#### Data shown

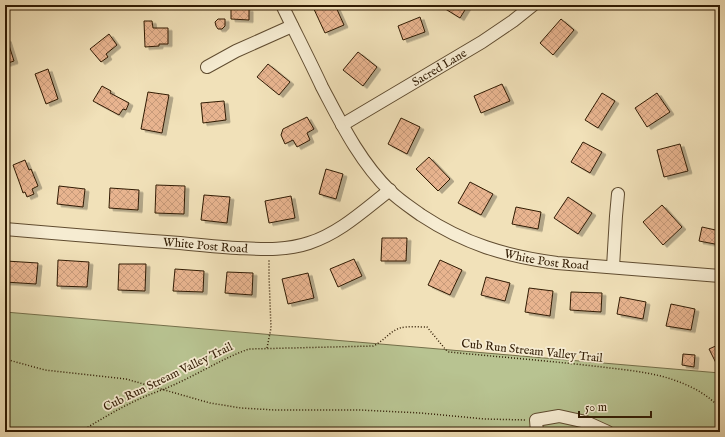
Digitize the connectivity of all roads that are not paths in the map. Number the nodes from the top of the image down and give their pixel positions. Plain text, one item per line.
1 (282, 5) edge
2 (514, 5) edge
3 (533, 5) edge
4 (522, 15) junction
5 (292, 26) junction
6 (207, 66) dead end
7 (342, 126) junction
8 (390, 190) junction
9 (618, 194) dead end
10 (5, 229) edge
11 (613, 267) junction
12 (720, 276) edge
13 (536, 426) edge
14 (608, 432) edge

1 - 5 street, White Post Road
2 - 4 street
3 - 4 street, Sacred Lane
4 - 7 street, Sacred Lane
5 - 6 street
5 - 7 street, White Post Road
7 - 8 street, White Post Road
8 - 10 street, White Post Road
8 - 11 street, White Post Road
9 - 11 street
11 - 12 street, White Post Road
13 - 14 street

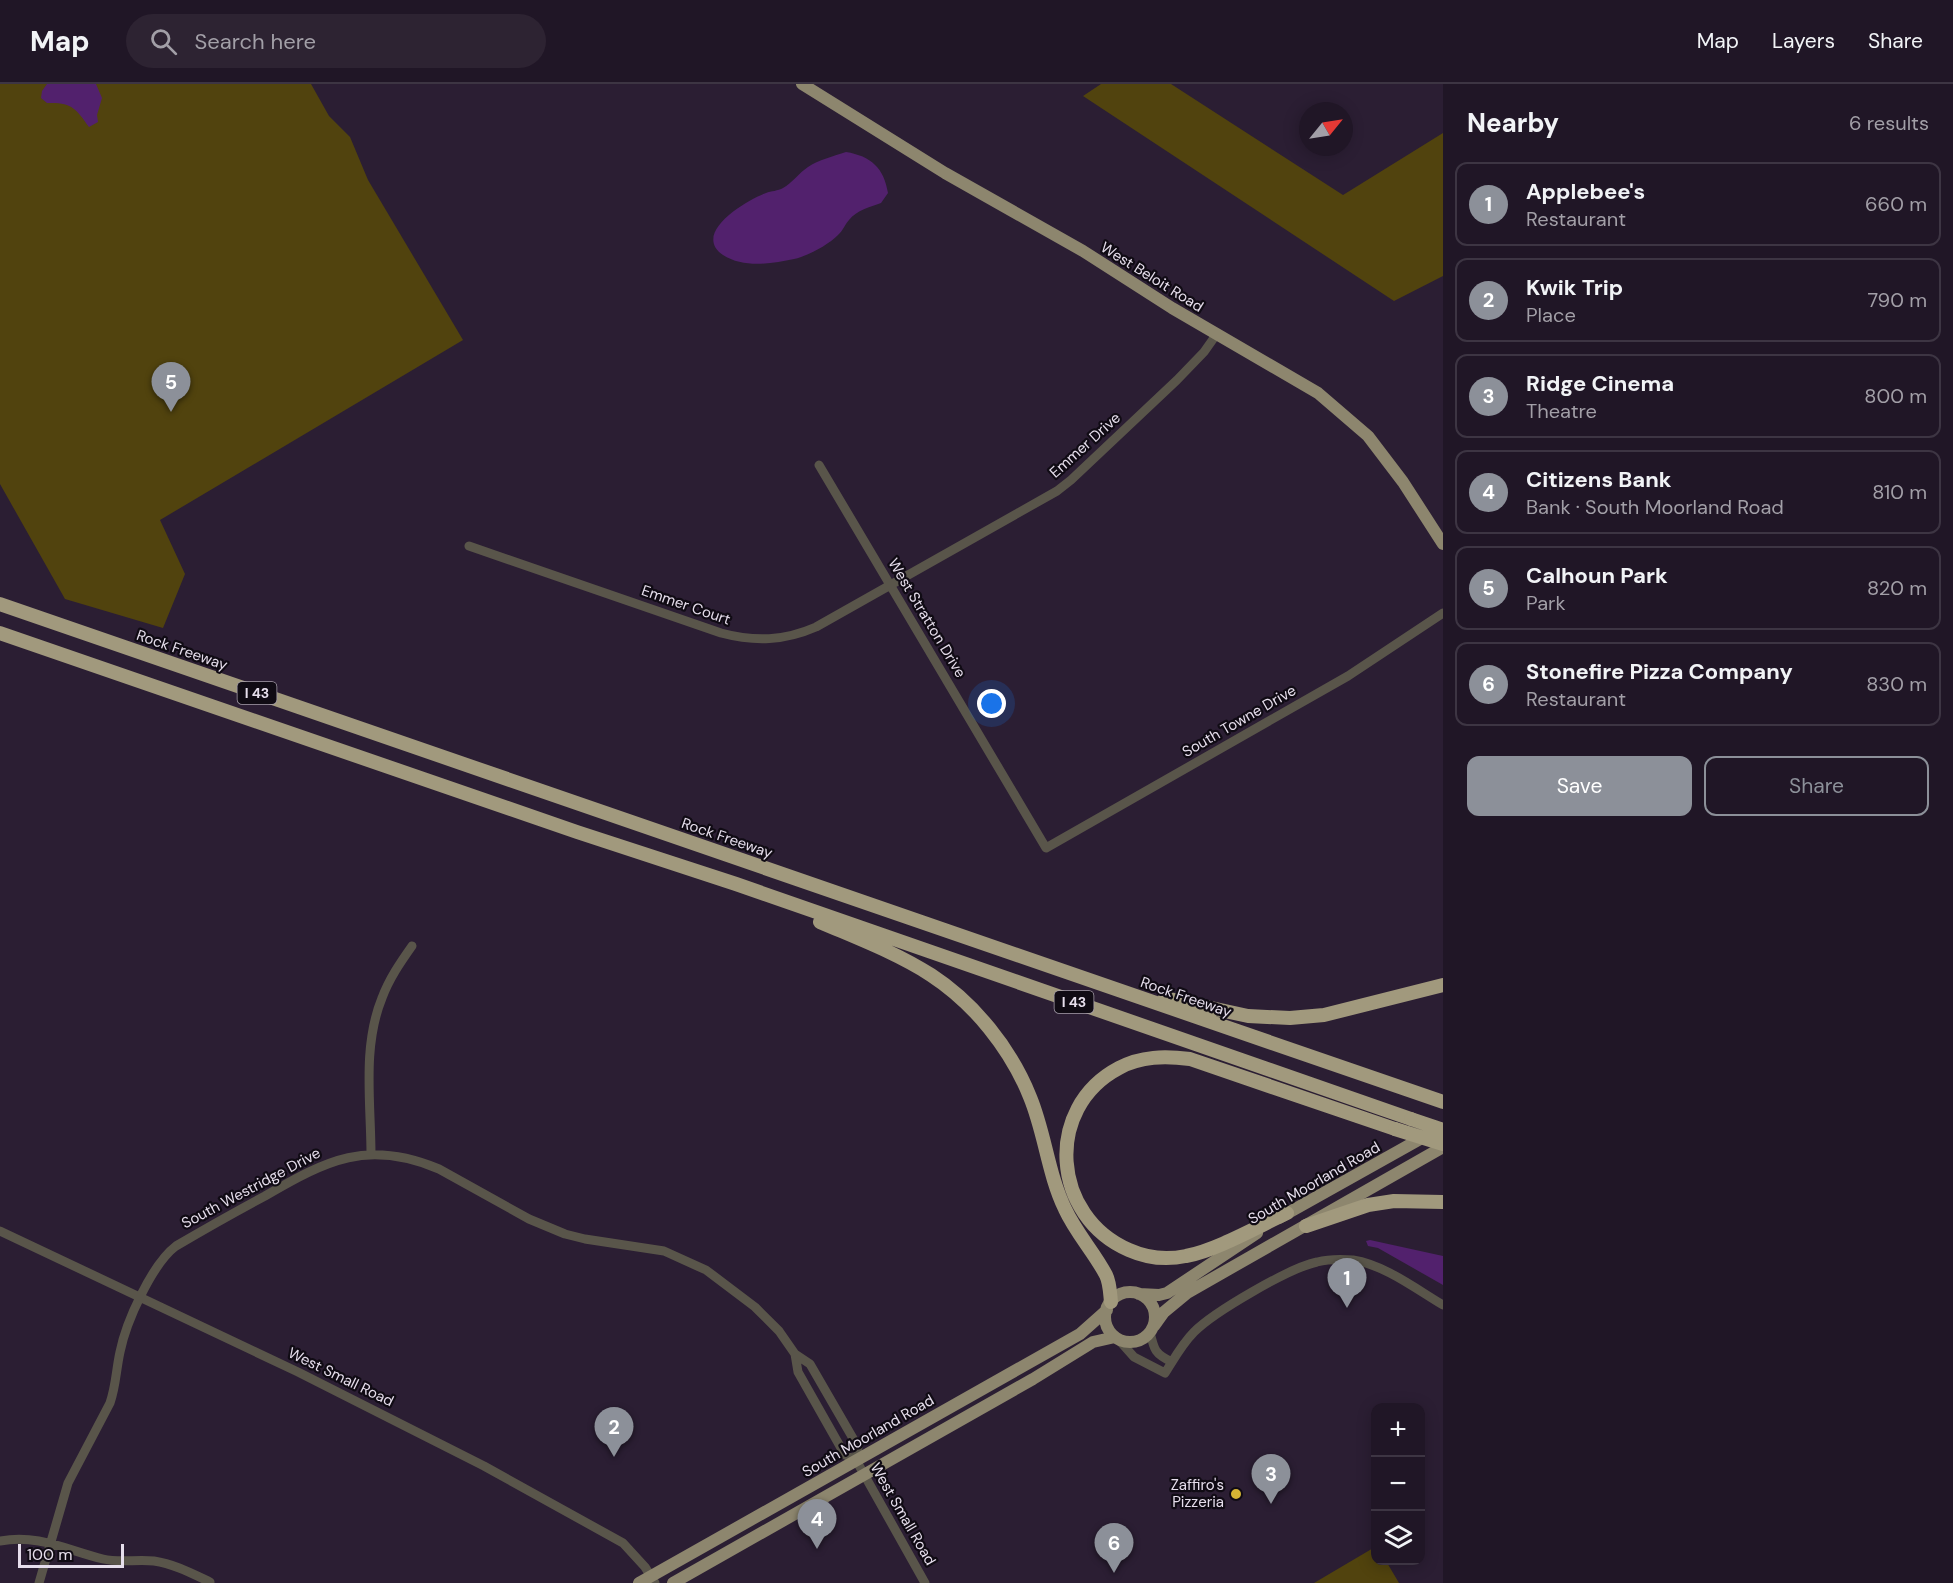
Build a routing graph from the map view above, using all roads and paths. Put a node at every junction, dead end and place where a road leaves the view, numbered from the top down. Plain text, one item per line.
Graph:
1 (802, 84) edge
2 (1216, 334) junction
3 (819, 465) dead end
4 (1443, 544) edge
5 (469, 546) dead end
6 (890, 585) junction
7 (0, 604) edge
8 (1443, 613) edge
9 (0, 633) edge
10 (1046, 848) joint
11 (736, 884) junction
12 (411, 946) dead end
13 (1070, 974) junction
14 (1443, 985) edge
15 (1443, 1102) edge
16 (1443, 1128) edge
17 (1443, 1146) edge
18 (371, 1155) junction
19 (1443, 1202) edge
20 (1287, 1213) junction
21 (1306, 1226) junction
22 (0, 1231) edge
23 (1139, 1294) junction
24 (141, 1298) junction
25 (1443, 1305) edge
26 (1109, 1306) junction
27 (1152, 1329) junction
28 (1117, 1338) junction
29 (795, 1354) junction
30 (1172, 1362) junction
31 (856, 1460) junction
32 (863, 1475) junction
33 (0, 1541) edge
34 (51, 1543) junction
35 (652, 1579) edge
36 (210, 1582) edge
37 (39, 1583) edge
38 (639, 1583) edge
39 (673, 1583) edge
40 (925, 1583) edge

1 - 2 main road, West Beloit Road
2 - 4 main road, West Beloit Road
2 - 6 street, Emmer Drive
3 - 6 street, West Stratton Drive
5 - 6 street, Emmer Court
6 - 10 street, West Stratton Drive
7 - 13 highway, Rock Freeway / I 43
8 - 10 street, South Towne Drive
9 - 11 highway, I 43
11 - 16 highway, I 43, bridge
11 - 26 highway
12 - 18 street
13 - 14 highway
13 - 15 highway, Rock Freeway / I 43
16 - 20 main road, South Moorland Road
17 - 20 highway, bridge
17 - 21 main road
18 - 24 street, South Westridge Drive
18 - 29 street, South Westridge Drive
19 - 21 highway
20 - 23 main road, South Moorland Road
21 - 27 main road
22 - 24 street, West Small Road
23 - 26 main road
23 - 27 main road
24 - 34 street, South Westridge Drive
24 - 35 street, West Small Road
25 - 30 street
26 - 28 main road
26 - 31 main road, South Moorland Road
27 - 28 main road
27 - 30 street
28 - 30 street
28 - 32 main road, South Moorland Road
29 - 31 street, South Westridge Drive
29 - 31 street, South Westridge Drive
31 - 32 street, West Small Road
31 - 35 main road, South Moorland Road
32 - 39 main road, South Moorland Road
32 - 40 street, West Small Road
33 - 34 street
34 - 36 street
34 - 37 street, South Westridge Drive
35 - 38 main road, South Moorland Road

########

■ Problem ■
The answer must consist only of the lines from the beginning of the entries above through the line that holds "Build a routing", reproduced exactly and without pictures.

■ Solution for this exercise ■
Digitize the connectivity of all roads that are not paths in the map. Number the nodes from the top of the image down and give their pixel positions. Plain text, one item per line.
1 (282, 5) edge
2 (514, 5) edge
3 (533, 5) edge
4 (522, 15) junction
5 (292, 26) junction
6 (207, 66) dead end
7 (342, 126) junction
8 (390, 190) junction
9 (618, 194) dead end
10 (5, 229) edge
11 (613, 267) junction
12 (720, 276) edge
13 (536, 426) edge
14 (608, 432) edge

1 - 5 street, White Post Road
2 - 4 street
3 - 4 street, Sacred Lane
4 - 7 street, Sacred Lane
5 - 6 street
5 - 7 street, White Post Road
7 - 8 street, White Post Road
8 - 10 street, White Post Road
8 - 11 street, White Post Road
9 - 11 street
11 - 12 street, White Post Road
13 - 14 street

Build a routing graph from the map view above, using all roads and paths. Put a node at every junction, dead end and place where a road leaves the view, numbered from the top down. Plain text, one item per line.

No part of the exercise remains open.